Un débat relancé à Lagos
La fuite de capitaux dans l’assurance santé nigériane a été au cœur des discussions lors de la Insurance Meets Tech 4.0 Conference à Lagos. Ekerete Gam-Ikon, sous-commissaire à l’assurance (Finances et Administration) de la Commission nationale des assurances (NAICOM), a révélé que près de 2 milliards de dollars soit environ 1 220 milliards FCFA quittent chaque année le pays. Ces sommes proviennent de contrats d’assurance santé que des multinationales signent avec des prestataires étrangers pour couvrir leurs employés, privant ainsi le marché local d’opportunités de croissance et d’emplois.
Une loi contournée et un marché sous pression
La Section 204 de la Loi sur la Réforme de l’Industrie de l’Assurance impose pourtant que toute capacité locale soit utilisée avant tout recours à l’étranger, et exige l’approbation préalable de la NAICOM sous peine de pénalités équivalentes au montant des primes. Mais des groupes comme AXA, Allianz, Zurich Insurance ou MetLife continuent de choisir des assureurs internationaux, invoquant une qualité de service perçue comme supérieure, une couverture mondiale et une simplification administrative. Ce choix crée un système à deux vitesses : les employés des multinationales bénéficient de polices indexées sur le dollar, tandis que la majorité des Nigérians dépend des Health Maintenance Organizations (HMOs) ou paie directement les soins.
Cette évasion financière freine le développement du secteur local, déjà pénalisé par un déficit de confiance et un faible investissement. Les établissements de santé manquent de ressources pour se moderniser, et les personnels soignants restent sous-payés, aggravant la fuite des compétences. Des experts citent le Kenya et l’Afrique du Sud comme exemples de pays ayant stimulé leur industrie d’assurance par des réformes et des partenariats public-privé.
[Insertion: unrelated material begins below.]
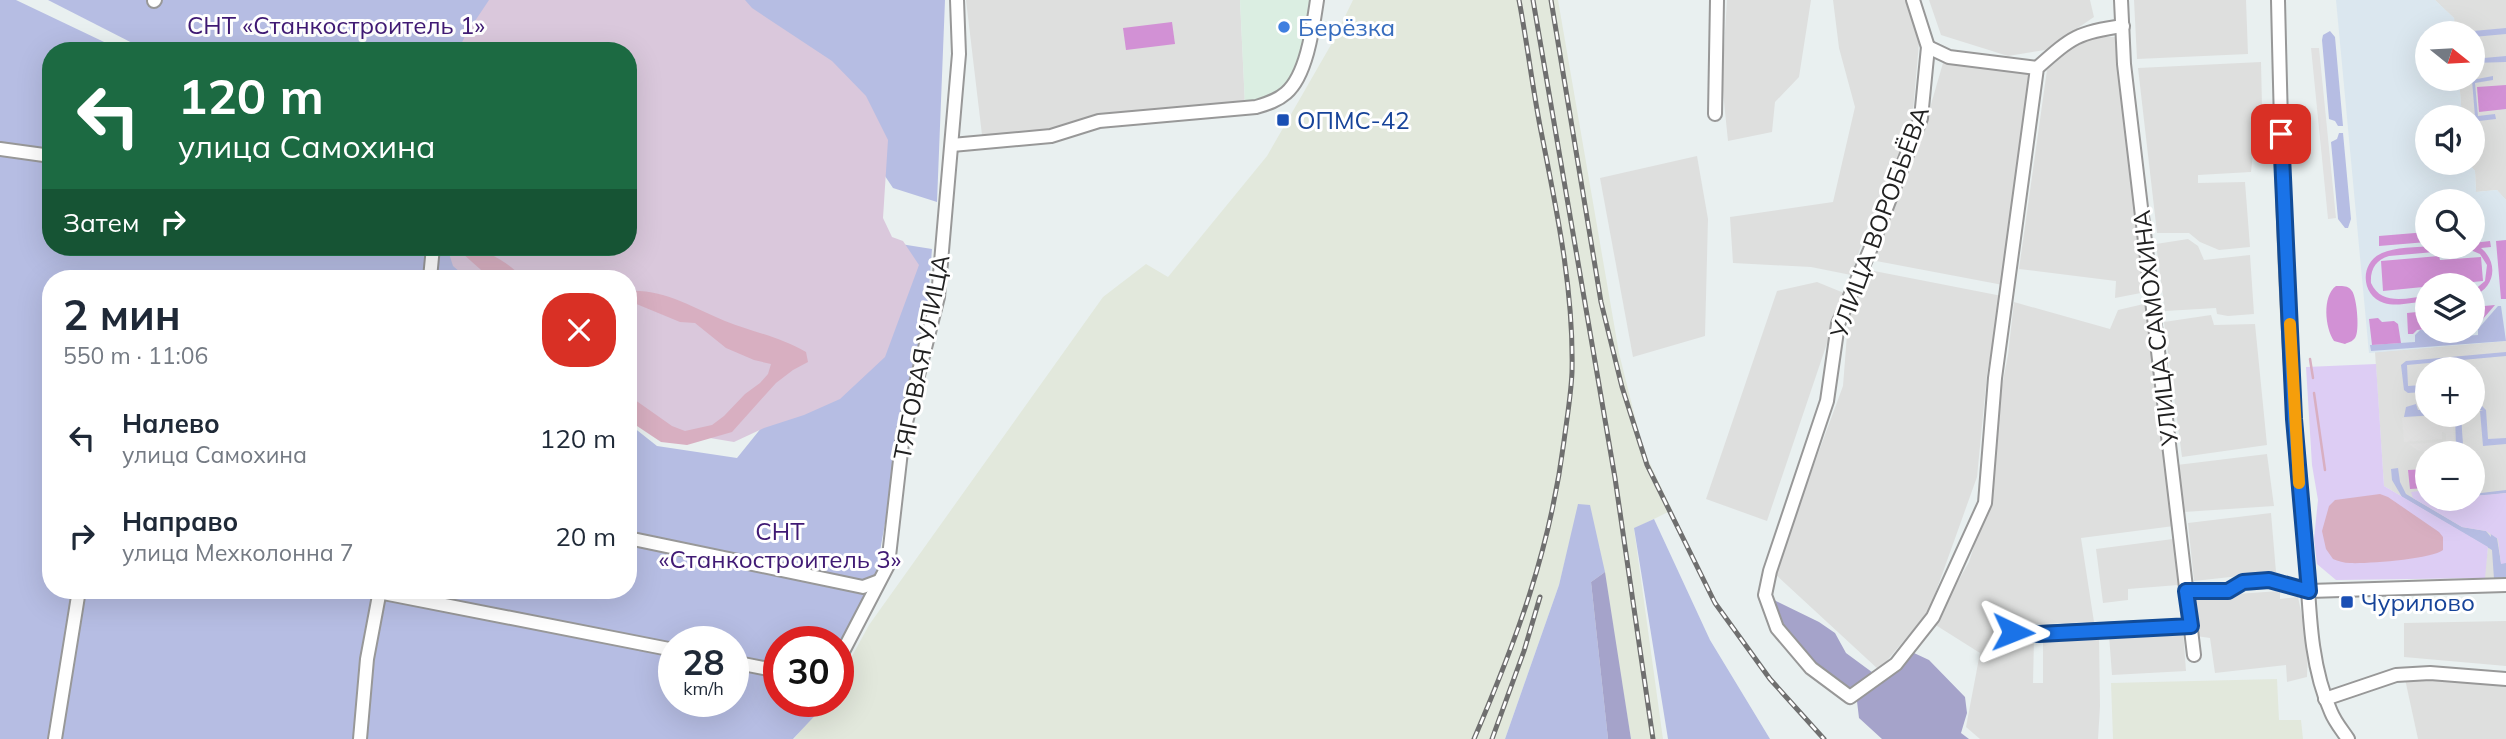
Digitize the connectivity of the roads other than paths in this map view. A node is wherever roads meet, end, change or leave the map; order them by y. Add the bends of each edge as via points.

Vers une réponse industrielle et politique
Face à cette hémorragie, la NAICOM promet un contrôle plus strict, envisageant d’imposer aux multinationales de reverser une part des primes au gouvernement. La présidente du Chartered Insurance Institute of Nigeria (CIIN), Yetunde Ilori, appelle de son côté les assureurs locaux à innover, à renforcer leur capitalisation et à concevoir des produits de santé adaptés aux besoins réels des Nigérians. L’intégration de la technologie et une meilleure gestion des risques sont vues comme des leviers essentiels pour regagner la confiance des grandes entreprises.
Avec une pénétration de l’assurance inférieure à 2 % du PIB, le Nigéria doit impérativement renforcer ses capacités locales pour réduire cette fuite annuelle de 1 220 milliards FCFA. Des incitations fiscales, une application rigoureuse de la loi et des solutions technologiques pourraient encourager les multinationales à soutenir le marché intérieur. Une telle stratégie permettrait non seulement de retenir des capitaux vitaux, mais aussi de bâtir un système de santé plus robuste et inclusif pour la population.